Roadblocks along the way
It’s hard to imagine that CaaS won’t continue to grow in the short term, and it may even become the most popular method of car “ownership” in the future. The advantages for the end user are broad and include flexibility, low entry barriers and increased convenience.
However, while CaaS may become the most popular method of car “ownership,” it could face increasing competition from the MaaS model, with ride hailing, public and private transportation, and multimodal services. As the latter becomes more affordable and more widely used, and more convenient partnerships are formed, it could trump CaaS and become the most efficient and affordable way to get around.
Furthermore, while many emerging consumers are on board with a sharing economy, the fact that car sales in the US are at their highest level in 40 years shows that outright ownership of cars isn’t going anywhere fast. It proves that some consumers simply like having their own car, and that is unlikely to change anytime soon.

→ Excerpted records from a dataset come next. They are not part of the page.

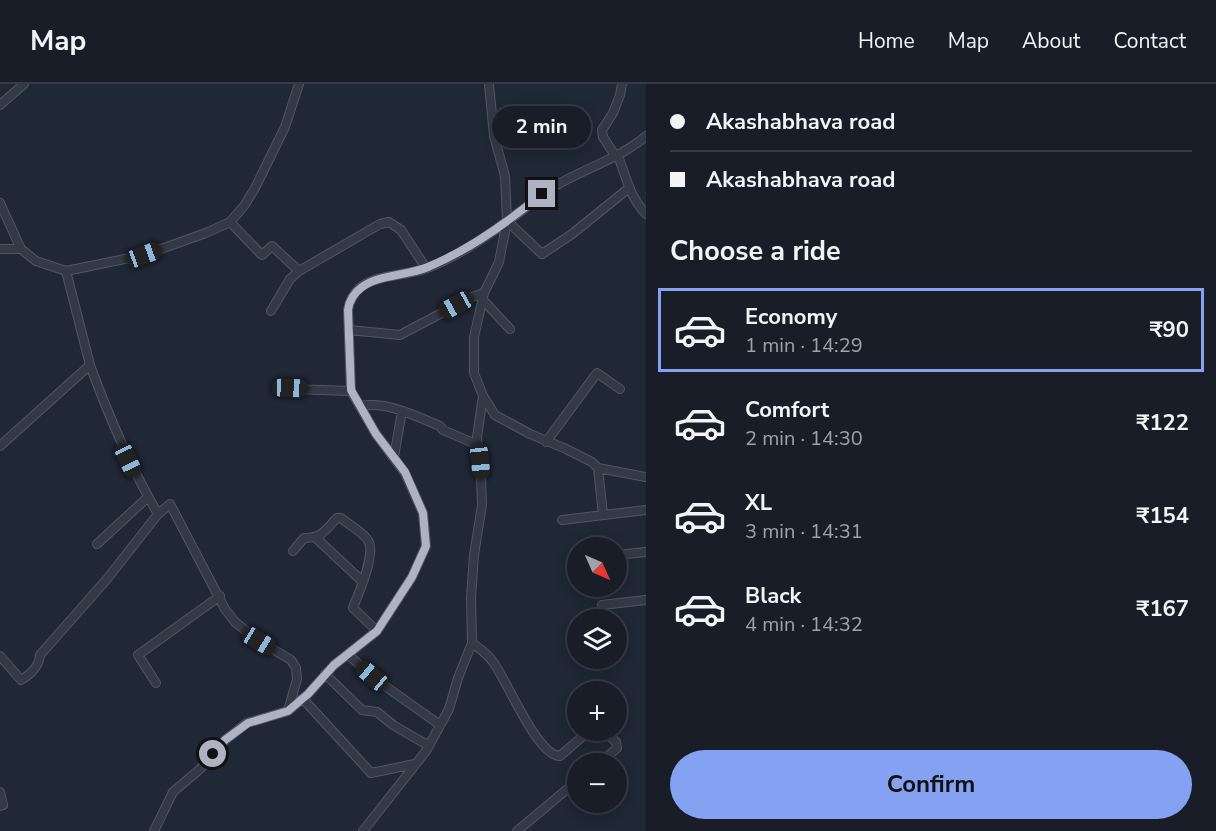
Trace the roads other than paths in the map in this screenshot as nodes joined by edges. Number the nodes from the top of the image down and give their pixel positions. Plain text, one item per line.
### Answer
1 (24, 84) edge
2 (299, 84) edge
3 (489, 84) edge
4 (622, 84) edge
5 (0, 105) edge
6 (646, 136) edge
7 (617, 156) junction
8 (629, 188) junction
9 (0, 203) edge
10 (646, 214) edge
11 (507, 221) junction
12 (230, 222) junction
13 (0, 249) edge
14 (21, 249) junction
15 (426, 268) junction
16 (66, 271) junction
17 (298, 271) junction
18 (483, 296) junction
19 (271, 311) dead end
20 (510, 329) dead end
21 (349, 330) junction
22 (90, 365) junction
23 (290, 388) dead end
24 (620, 389) dead end
25 (351, 390) junction
26 (483, 396) junction
27 (360, 406) junction
28 (402, 411) junction
29 (546, 442) junction
30 (0, 446) edge
31 (478, 446) junction
32 (394, 457) junction
33 (598, 468) junction
34 (646, 477) edge
35 (148, 497) junction
36 (646, 510) edge
37 (158, 514) junction
38 (603, 515) junction
39 (562, 520) dead end
40 (316, 538) junction
41 (97, 544) dead end
42 (293, 551) dead end
43 (646, 552) edge
44 (627, 554) edge
45 (363, 582) junction
46 (220, 596) junction
47 (646, 600) edge
48 (602, 605) dead end
49 (377, 631) junction
50 (472, 643) junction
51 (348, 655) junction
52 (0, 656) edge
53 (325, 674) junction
54 (156, 683) dead end
55 (303, 699) junction
56 (288, 711) junction
57 (440, 725) junction
58 (577, 741) edge
59 (615, 741) edge
60 (429, 746) junction
61 (611, 753) edge
62 (415, 764) junction
63 (567, 789) edge
64 (0, 792) edge
65 (0, 806) edge
66 (154, 831) edge
67 (363, 831) edge
68 (517, 831) edge

1 - 5 street
2 - 12 street
3 - 11 street
4 - 7 street
6 - 7 street
7 - 8 street
7 - 11 street
8 - 10 street
8 - 11 street
9 - 14 street
11 - 15 street
11 - 18 street
12 - 16 street
12 - 17 street
13 - 14 street
14 - 16 street
15 - 17 street
15 - 21 street
16 - 22 street
17 - 19 street
18 - 20 street
18 - 21 street
18 - 26 street
21 - 25 street
22 - 30 street
22 - 35 street
23 - 25 street
24 - 29 street
25 - 27 street
26 - 29 street
26 - 31 street
27 - 28 street
27 - 32 street
28 - 31 street
28 - 32 street
29 - 33 street
31 - 50 street
32 - 49 street
33 - 34 street
33 - 38 street
35 - 37 street
35 - 41 street
36 - 38 street
37 - 46 street
37 - 52 street
38 - 39 street
40 - 42 street
40 - 45 street
40 - 45 street
43 - 44 street
45 - 49 street
46 - 54 street
46 - 56 street
47 - 48 street
49 - 51 street
50 - 57 street
50 - 58 street
51 - 53 street
51 - 57 street
53 - 55 street
53 - 60 street
55 - 56 street
55 - 62 street
56 - 66 street
57 - 60 street
59 - 61 street
60 - 62 street
62 - 67 street
63 - 68 street
64 - 65 street

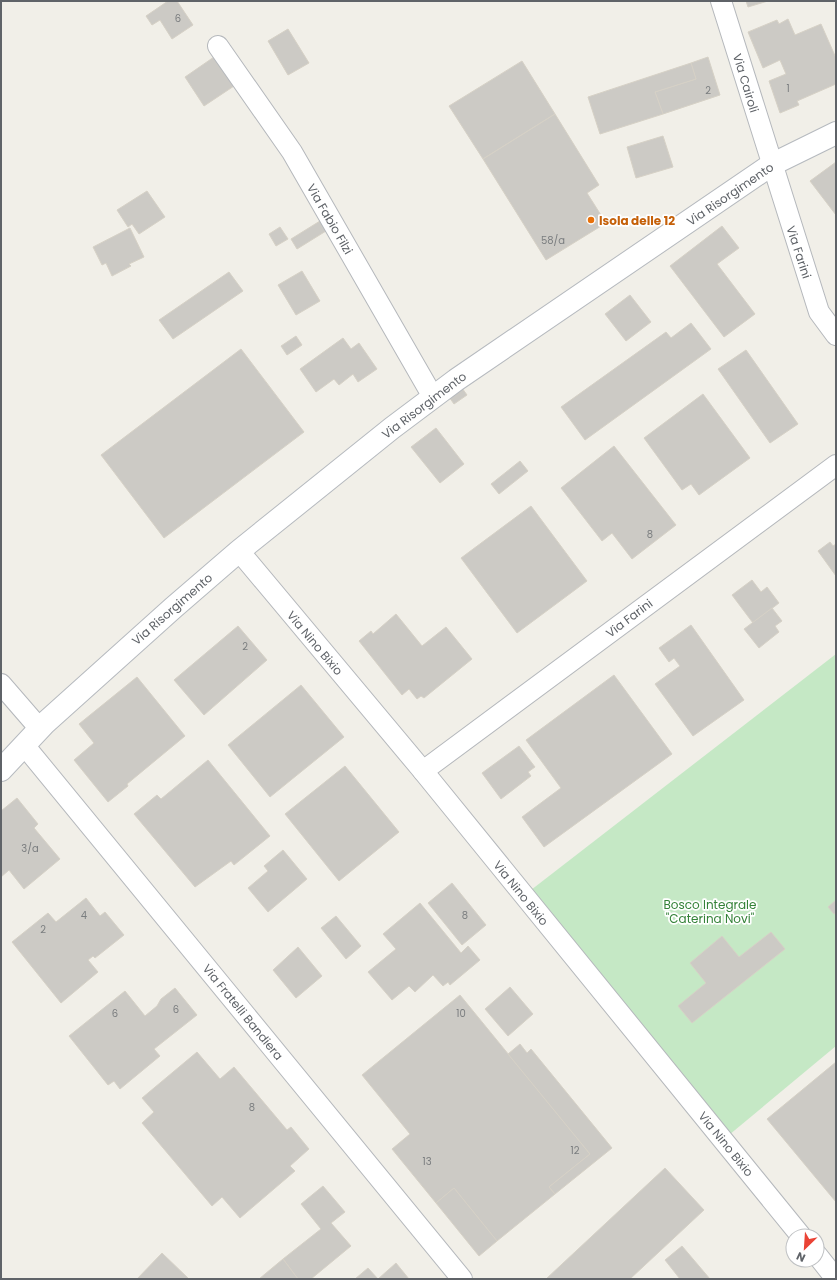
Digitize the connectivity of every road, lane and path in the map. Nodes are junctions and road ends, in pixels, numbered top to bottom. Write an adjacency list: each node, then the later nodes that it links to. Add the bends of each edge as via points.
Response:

A technology-powered revolution
While the idea of CaaS is straightforward, the operational side is far more complex. Dealerships, ride share and taxi firms and rental firms – any business, in fact, offering a subscription-based model – require a sophisticated, centralized platform that, among other things, manages portfolio and payments in different markets, with regulatory and currency differences, as well as providing a user-friendly interface.
Fifteen years ago, this type of operation wouldn’t have been possible, but due to the advancement of specialist software providers with all-inclusive platforms and increased APIs, the operation of CaaS has become a reality.
CaaS in the future
As car usage and ownership trends evolve, there will be many new opportunities and challenges for the industry. Areas to watch include:
- The global car parc, and its future. It will be particularly interesting to see how used vehicles are integrated into the CaaS model, and whether that will become a price differentiator for competition in the ecosystem
- Residual values, and how fleet-based portfolios and subscription usage vs. ownership usage affect residual values
- F&I services, and whether models such as Fair become more common. Will finance and insurance be bundled into a subscription deal, rather than being an added service?
- The insurance challenges the subscription fleet portfolio owner will face with multi usage and multi users of the same vehicle
- How the power shift between manufacturers, dealers, hire companies, fleet owners and finance companies will change
- How financing, auditing and management of the fleet that makes up the subscription portfolio will work
- The evolving mobility ecosystem, and what non-traditional and non-linear value chains will look like in the future
Continuing the conversation
It’s hardly surprising that Forbes reports CaaS is expected to take a 10 percent market share of the auto industry by 2026. This is a huge growth given the model barely existed only a couple of years ago. At the heart of it are changes in consumer behavior, and the technology that enables simple but effective ideas.
The area continues to be a hot topic in the industry, and there are plenty of new opinions, research programs, terminologies and reports being published. The common theme is change, and we all need to be part of the solution to enable the transformation, offering value-driven outcomes and services. Watch this space!